ASSIGNED TASK: Reproduce the data below in full and to the letter, images excepted.

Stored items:
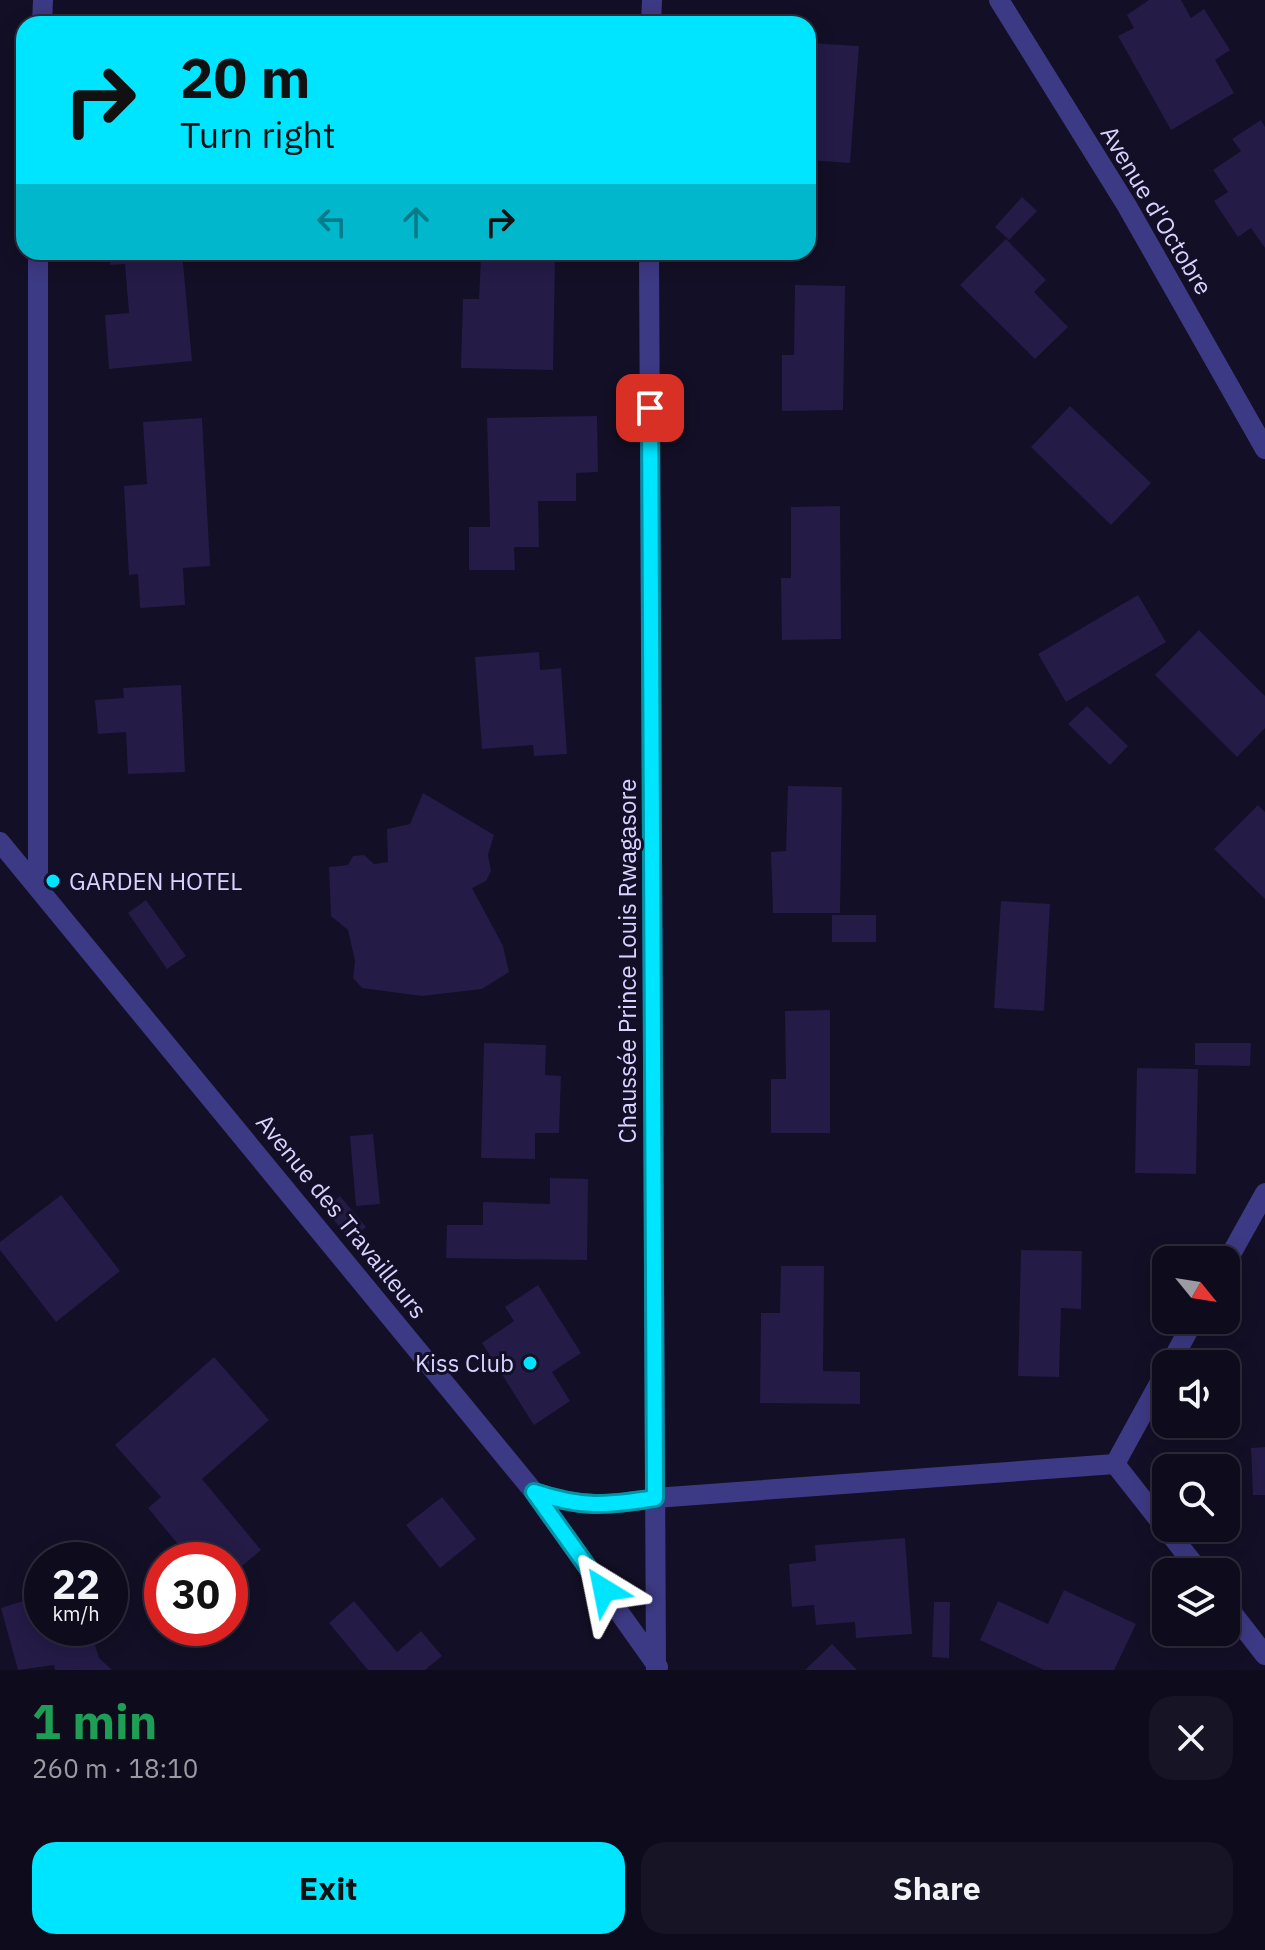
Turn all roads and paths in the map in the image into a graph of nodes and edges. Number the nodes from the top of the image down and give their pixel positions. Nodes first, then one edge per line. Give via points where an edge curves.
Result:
1 (999, 0) edge
2 (38, 260) edge
3 (649, 260) edge
4 (1265, 449) edge
5 (0, 842) edge
6 (38, 887) junction
7 (1265, 1193) edge
8 (1235, 1246) edge
9 (1152, 1397) edge
10 (1115, 1464) junction
11 (534, 1492) junction
12 (655, 1498) junction
13 (1189, 1558) edge
14 (1240, 1623) edge
15 (1265, 1655) edge
16 (657, 1668) edge

1 - 4 street, Avenue d'Octobre via 1127,206
2 - 6 street
3 - 12 street, Chaussée Prince Louis Rwagasore
5 - 6 street, Avenue des Travailleurs
6 - 11 street, Avenue des Travailleurs
7 - 8 street
9 - 10 street
10 - 12 street
10 - 13 street
11 - 12 street via 572,1504 615,1505
11 - 16 street, Avenue des Travailleurs
12 - 16 street, Chaussée Prince Louis Rwagasore
14 - 15 street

SOLVED PROBLEM:
Turn all roads and paths in the map in the image into a graph of nodes and edges. Number the nodes from the top of the image down and give their pixel positions. Nodes first, then one edge per line. Give via points where an edge curves.
Result:
1 (999, 0) edge
2 (38, 260) edge
3 (649, 260) edge
4 (1265, 449) edge
5 (0, 842) edge
6 (38, 887) junction
7 (1265, 1193) edge
8 (1235, 1246) edge
9 (1152, 1397) edge
10 (1115, 1464) junction
11 (534, 1492) junction
12 (655, 1498) junction
13 (1189, 1558) edge
14 (1240, 1623) edge
15 (1265, 1655) edge
16 (657, 1668) edge

1 - 4 street, Avenue d'Octobre via 1127,206
2 - 6 street
3 - 12 street, Chaussée Prince Louis Rwagasore
5 - 6 street, Avenue des Travailleurs
6 - 11 street, Avenue des Travailleurs
7 - 8 street
9 - 10 street
10 - 12 street
10 - 13 street
11 - 12 street via 572,1504 615,1505
11 - 16 street, Avenue des Travailleurs
12 - 16 street, Chaussée Prince Louis Rwagasore
14 - 15 street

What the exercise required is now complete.